#### [What you have to do]
Every line with the string "highway" in it belongs in your answer, so copy them all from the data.

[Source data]
++++++++++++++++++++
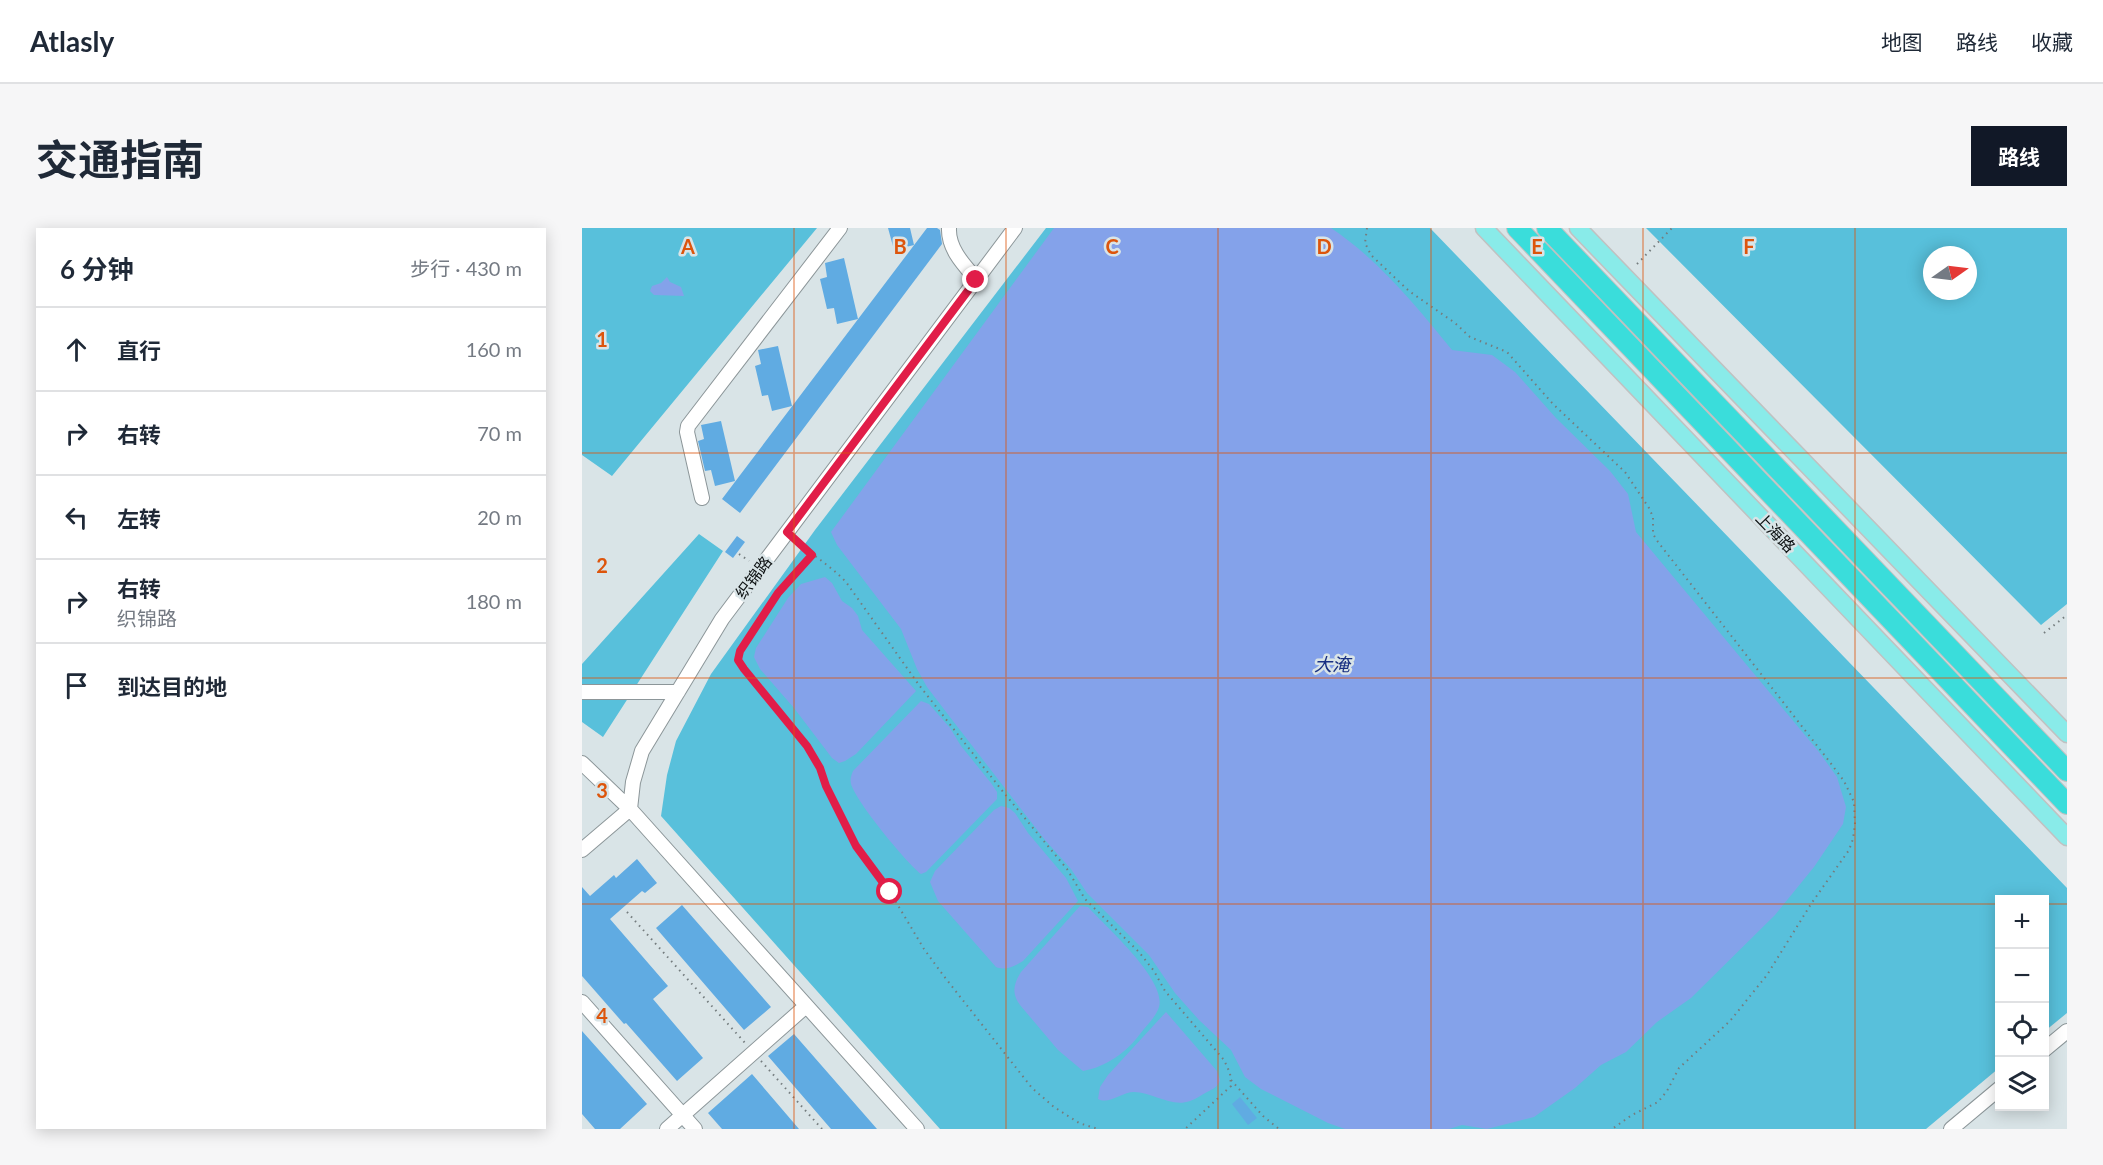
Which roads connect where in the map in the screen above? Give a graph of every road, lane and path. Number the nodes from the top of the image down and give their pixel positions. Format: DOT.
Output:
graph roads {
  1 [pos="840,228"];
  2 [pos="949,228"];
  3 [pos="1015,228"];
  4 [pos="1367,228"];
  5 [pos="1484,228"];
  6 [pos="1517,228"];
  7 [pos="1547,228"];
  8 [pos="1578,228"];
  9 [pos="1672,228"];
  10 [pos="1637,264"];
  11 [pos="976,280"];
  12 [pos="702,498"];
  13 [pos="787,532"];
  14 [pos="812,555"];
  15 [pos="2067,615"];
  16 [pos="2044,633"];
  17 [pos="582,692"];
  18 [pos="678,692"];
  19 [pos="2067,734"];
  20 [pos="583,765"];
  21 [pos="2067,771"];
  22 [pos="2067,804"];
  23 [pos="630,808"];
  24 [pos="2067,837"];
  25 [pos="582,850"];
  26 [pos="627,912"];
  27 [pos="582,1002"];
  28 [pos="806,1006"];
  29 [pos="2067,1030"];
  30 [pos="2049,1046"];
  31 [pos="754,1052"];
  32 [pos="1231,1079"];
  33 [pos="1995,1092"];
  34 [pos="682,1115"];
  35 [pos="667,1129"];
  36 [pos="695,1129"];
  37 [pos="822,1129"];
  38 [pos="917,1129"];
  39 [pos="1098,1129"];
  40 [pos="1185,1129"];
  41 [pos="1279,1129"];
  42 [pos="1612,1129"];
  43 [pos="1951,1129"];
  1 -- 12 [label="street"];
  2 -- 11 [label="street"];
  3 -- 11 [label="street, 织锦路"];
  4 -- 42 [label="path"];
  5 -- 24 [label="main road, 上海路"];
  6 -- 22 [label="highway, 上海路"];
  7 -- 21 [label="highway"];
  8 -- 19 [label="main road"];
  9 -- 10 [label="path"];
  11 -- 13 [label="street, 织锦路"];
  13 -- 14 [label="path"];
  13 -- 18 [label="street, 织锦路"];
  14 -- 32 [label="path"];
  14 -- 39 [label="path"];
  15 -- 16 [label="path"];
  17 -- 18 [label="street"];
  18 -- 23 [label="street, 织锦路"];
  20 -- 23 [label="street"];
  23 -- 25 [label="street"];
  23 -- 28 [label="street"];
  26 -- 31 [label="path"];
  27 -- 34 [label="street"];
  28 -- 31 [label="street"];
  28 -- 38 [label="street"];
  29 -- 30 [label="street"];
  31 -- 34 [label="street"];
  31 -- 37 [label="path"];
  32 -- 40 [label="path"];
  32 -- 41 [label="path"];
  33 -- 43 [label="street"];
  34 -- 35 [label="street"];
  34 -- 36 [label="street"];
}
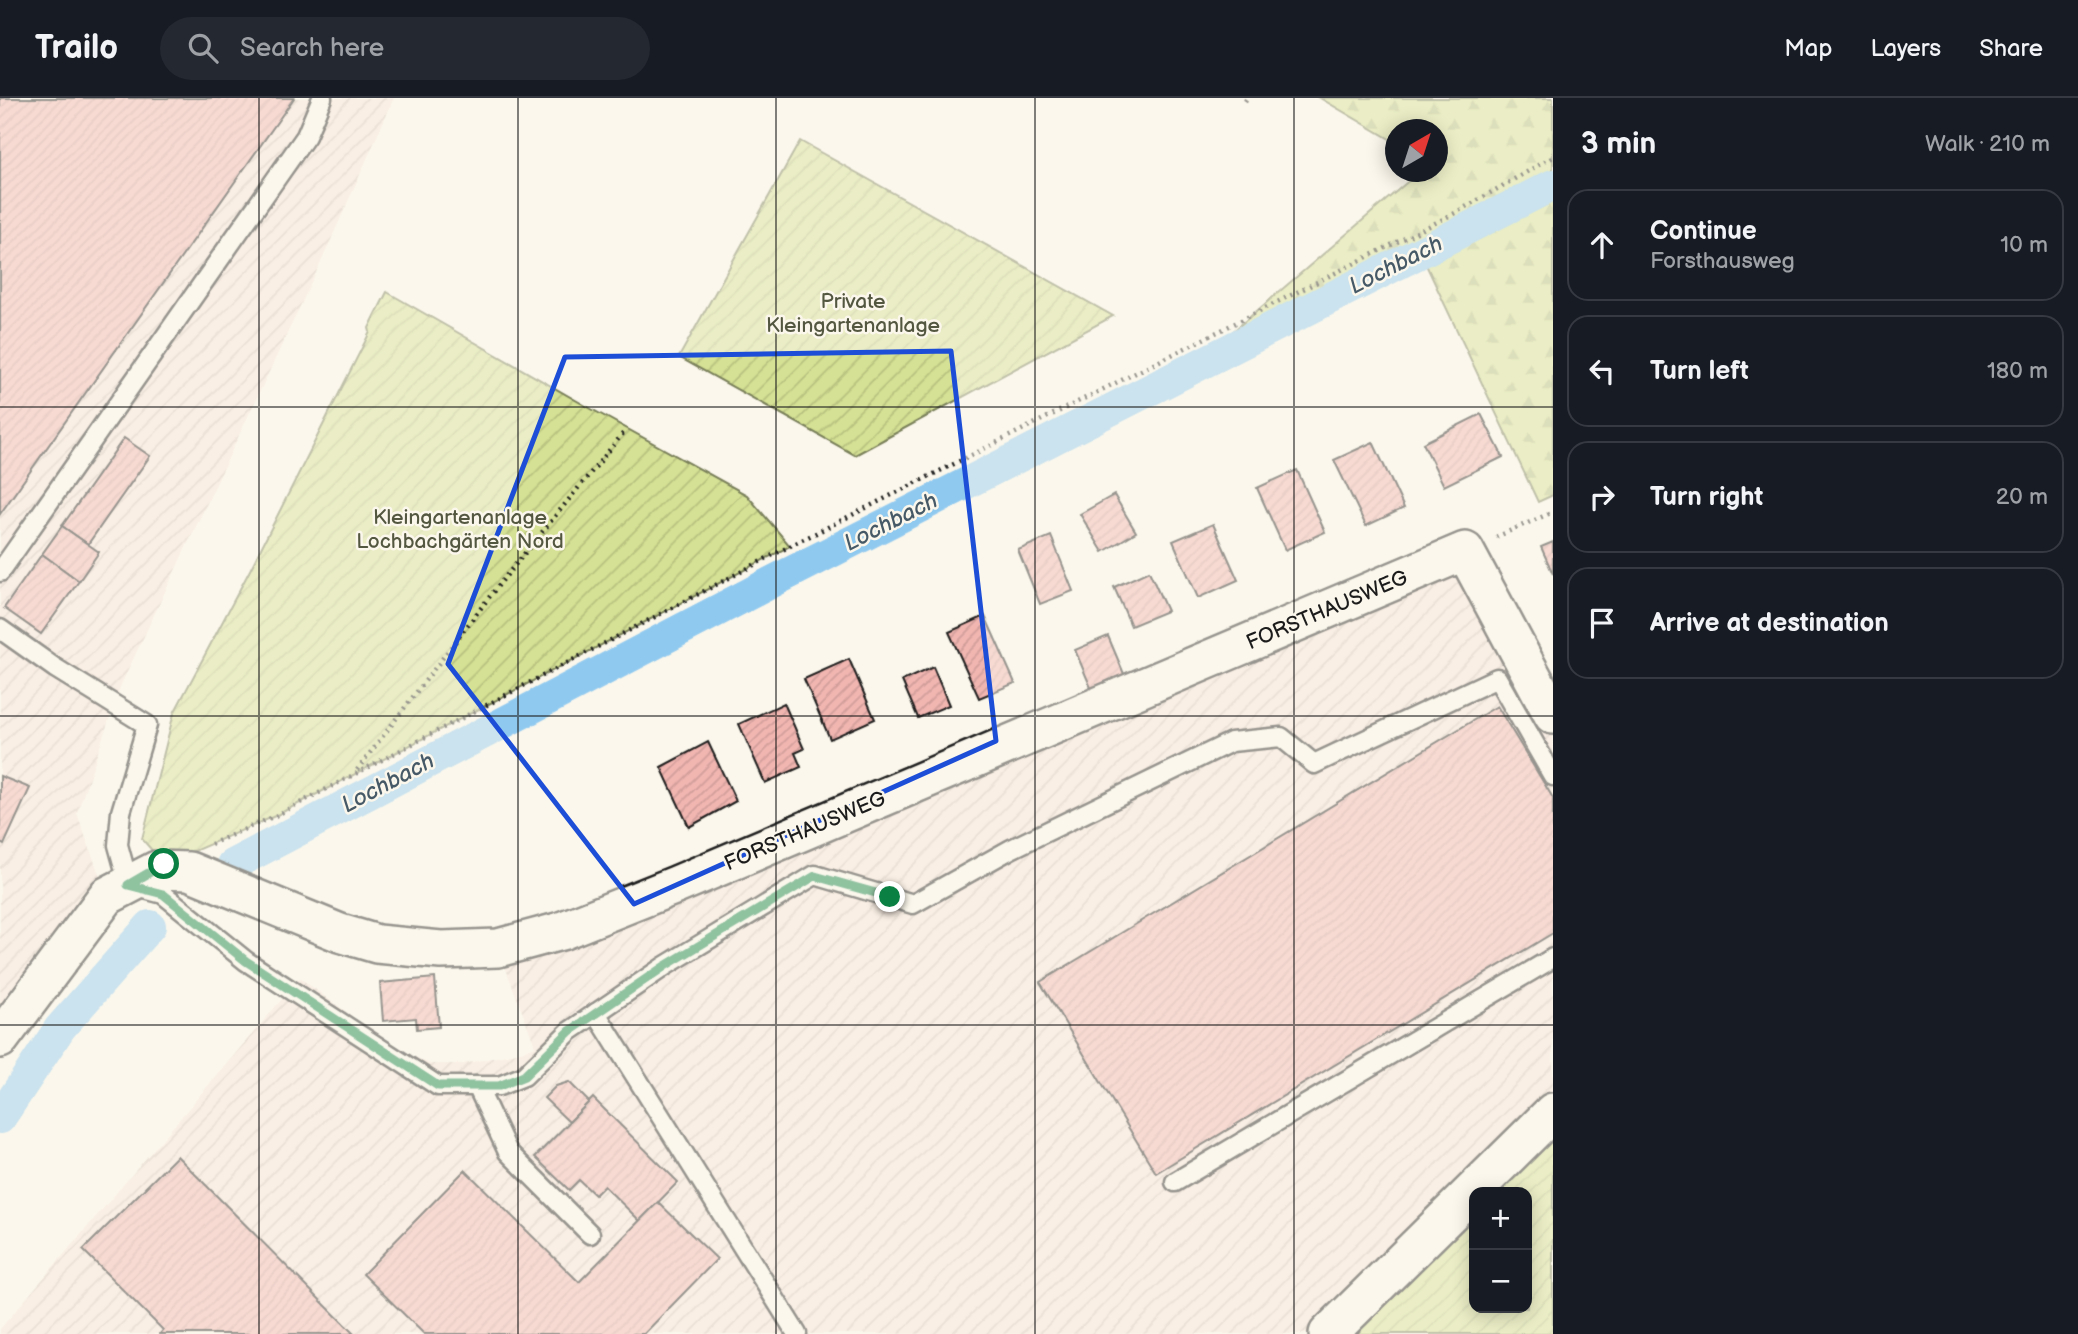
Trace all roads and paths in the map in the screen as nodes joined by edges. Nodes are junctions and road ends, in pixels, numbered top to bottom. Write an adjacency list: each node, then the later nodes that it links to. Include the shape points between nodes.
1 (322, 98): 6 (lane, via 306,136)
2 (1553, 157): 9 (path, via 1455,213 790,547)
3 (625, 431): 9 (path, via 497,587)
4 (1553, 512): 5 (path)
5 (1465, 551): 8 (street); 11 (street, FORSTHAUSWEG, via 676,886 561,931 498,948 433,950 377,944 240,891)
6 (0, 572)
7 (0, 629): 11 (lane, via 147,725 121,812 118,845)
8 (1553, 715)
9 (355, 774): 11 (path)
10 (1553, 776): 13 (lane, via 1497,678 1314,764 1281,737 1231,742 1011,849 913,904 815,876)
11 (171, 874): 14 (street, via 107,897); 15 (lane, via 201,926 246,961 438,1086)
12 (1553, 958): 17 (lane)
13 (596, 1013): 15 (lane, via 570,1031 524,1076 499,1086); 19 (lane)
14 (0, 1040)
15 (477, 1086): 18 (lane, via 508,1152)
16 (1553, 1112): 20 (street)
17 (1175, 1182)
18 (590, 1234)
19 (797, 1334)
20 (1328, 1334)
++++++++++++++++++++
#### [Answer for this exercise]
  6 -- 22 [label="highway, 上海路"];
  7 -- 21 [label="highway"];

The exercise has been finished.